Wrestling season is in full swing in New England and on February 6th at NEF 21, several former top-ranked state champion wrestlers will be stepping into the cage. As a result, NEF will be profiling these high caliber athletes over the next few weeks as part of our new ‘Wrestling For Fighting’ series. Stay tuned as we ask questions to learn more about why it’s so important to start in the sport of wrestling early and how a strong wrestling base can lead to success in the MMA cage. Today we’re speaking with NEF MMA veteran, Derek “Shatterproof 2.0” Shorey.  Derek fights Josh Lange (3-2) on February 6th in Lewiston.


Derek “Shatterproof 2.0” Shorey

Age: 33

Age Began Wrestling: 12

Wrestling Accomplishments: ME High School State Champion

MMA Record: 3-4


Do you think starting wrestling at a young age is important and, if so, why?

I think the earlier the better. It’s better to learn the basic techniques as early as possible so that by the time you get to the more competitive ages—high school and college—you’re focusing more on physical conditioning and not so much technique. I got a late start.

What is your earliest wrestling memory?

Walking into the cafeteria one day in seventh grade after I was let out of detention and seeing a bunch of kids throwing each other around. I joined the team that day, halfway through the season, and took 2nd place in my first tournament.

What is your proudest and/or most favorite moment from your time on the wrestling mat?

In 1998, my brother moved in with our mother and I stayed with our father. It came down to him and I in the finals of every tournament that year, including the State Championship match, which was the only one I did not pin him in. It was a great match and my favorite memory from wrestling.

How did wrestling help to prepare you for mixed martial arts competition?

Wrestling is the only sport you can play in high school that prepares you physically and mentally for mixed martial arts (MMA) competition. It’s the purest form of competition. Nothing but the human body to prove a point—to prove who’s better. Not who can hit or throw a ball, or who can put a ball on target, but who can physically render the other man/woman incapable of victory—defeated.

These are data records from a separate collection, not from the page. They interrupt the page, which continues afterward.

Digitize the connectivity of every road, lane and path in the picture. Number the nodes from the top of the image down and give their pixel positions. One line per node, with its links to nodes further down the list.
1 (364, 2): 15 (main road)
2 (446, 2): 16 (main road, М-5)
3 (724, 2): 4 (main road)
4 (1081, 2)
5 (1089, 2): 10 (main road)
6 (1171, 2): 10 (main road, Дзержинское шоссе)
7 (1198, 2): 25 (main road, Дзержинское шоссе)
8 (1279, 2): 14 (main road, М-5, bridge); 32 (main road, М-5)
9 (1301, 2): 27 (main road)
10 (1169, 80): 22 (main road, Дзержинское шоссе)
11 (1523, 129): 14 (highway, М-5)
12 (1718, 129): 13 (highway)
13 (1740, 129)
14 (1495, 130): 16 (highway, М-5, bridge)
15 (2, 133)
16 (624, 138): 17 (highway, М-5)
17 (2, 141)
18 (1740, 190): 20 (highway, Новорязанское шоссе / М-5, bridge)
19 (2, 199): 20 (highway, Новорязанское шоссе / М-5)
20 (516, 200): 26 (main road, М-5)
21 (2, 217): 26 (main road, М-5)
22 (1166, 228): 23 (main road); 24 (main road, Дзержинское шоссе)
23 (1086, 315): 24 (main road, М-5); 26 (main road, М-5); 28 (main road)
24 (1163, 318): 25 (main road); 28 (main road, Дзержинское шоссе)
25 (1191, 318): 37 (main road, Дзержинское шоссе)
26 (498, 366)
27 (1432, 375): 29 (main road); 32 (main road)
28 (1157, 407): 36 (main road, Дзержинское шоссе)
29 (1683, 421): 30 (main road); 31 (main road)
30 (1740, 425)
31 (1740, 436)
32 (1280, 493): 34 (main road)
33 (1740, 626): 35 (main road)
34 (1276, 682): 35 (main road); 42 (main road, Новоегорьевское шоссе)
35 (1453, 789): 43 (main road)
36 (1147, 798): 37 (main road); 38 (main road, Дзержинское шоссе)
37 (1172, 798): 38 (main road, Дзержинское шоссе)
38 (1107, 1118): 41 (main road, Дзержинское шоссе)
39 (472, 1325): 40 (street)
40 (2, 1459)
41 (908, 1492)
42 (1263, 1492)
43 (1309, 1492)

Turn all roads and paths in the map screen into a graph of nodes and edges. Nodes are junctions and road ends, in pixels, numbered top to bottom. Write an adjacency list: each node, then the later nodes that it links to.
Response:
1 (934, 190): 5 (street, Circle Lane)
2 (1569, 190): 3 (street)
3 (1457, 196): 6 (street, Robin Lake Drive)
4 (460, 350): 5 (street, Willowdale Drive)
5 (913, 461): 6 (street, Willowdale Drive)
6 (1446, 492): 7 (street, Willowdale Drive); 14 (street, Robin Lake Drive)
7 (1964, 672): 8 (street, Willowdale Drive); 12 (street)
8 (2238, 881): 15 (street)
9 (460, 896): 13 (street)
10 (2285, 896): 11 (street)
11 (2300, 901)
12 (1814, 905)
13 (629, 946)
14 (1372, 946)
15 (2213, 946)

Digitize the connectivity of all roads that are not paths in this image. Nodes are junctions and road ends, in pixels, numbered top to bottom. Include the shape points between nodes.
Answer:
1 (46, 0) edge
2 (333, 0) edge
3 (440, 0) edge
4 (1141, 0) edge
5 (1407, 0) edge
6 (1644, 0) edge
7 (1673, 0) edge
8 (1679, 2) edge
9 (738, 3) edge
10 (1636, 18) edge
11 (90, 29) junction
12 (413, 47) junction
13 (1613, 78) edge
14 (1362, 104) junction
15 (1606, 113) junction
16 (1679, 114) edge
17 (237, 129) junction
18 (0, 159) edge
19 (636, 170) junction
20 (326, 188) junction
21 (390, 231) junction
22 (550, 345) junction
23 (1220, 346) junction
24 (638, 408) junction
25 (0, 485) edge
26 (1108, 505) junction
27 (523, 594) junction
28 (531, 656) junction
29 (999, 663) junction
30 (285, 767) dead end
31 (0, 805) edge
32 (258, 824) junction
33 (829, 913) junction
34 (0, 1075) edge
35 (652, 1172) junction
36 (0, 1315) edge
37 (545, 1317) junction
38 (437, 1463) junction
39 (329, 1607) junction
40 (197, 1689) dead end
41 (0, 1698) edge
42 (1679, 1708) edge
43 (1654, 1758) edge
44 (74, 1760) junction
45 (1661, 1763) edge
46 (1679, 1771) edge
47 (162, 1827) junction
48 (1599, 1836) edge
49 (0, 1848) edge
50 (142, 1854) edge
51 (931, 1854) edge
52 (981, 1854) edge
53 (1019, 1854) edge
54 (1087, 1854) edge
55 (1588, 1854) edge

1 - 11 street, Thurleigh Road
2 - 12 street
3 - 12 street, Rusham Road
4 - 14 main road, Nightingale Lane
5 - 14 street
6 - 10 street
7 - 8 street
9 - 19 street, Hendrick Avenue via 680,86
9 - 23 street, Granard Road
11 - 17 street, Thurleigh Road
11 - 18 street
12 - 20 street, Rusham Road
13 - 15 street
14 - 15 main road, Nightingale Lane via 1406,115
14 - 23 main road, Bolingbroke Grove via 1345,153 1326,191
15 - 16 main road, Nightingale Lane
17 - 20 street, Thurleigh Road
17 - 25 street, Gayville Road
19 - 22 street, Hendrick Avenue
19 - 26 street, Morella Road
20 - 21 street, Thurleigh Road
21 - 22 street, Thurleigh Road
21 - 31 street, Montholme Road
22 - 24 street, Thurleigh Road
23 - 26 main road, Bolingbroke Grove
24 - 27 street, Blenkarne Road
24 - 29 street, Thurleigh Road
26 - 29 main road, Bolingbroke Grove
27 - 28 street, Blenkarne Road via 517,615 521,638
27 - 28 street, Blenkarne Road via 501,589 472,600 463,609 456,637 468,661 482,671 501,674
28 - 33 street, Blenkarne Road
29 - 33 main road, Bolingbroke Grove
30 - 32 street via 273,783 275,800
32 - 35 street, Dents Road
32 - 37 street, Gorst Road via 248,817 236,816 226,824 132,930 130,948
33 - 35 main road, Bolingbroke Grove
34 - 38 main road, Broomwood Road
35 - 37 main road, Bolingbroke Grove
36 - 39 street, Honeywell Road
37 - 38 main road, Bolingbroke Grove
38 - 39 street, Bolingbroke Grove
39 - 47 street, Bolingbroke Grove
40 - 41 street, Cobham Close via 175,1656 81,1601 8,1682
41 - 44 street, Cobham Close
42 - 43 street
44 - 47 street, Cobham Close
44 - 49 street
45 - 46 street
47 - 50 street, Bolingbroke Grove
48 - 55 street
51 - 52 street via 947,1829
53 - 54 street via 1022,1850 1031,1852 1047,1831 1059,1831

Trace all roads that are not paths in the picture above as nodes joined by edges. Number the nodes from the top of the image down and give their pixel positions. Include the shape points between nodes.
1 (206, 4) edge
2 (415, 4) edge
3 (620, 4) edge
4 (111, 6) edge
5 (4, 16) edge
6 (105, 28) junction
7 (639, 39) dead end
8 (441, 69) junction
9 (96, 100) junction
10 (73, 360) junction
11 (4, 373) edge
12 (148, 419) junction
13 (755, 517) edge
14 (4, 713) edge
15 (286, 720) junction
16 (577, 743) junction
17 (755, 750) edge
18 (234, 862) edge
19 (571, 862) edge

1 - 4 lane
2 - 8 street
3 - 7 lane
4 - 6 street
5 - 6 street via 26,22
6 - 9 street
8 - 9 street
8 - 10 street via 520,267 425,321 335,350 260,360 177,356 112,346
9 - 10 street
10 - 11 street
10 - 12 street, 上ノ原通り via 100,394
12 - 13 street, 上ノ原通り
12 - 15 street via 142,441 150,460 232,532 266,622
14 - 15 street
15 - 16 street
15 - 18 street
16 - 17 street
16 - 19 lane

Why do some of the most successful fighters come from a wrestling background—in what way do you see the two sports as similar?

Some fighters are great strikers and some fighters are great submission specialists. Wrestling for MMA is the ability to decide which you are better at and keeping the fight there. Honestly, wrestling is less “brutal” or “violent” to the average every day onlooker. There is no hammer fisting, or spinning heal kicks that may render your child unconscious in wrestling as opposed to MMA. However, a well-placed slam could do the trick. Wrestling is the passive way to decide which athlete is “Alpha.” But really, the only difference between the two sports is pain from the impact of strikes, pain from hyperextension of joints, being choked to almost being unconscious. Well, in short, I guess pain is the difference.

What is your advice to young wrestlers that might want to step into the MMA cage one day?

Train hard, stay focused on your physical health, eat well, find a good gym that you are comfortable training at and—most importantly—learn another martial art. Do not assume wrestling will carry you to the top any more. You need to respect the value of the other art forms and learn as much as you can.

What did wrestling teach you about life and about being a good person?

A wrestling team is an odd thing really. We’re a team, yet the outcome of any given match relies solely on the man or woman competing at that time and their own skill level. We toss each other around all afternoon, not trying to hurt each other, but trying to learn our moves. You put your health and wellbeing in the hands of your teammate who you trust. All around us every day, there are people whom we consider part of our “team,” but really, no matter how much input they may give you, it is up to you to decide if you win or lose today. When you’re a good person, this team of yours is more apt to throw their input in wherever you may need it and, in life, you need it.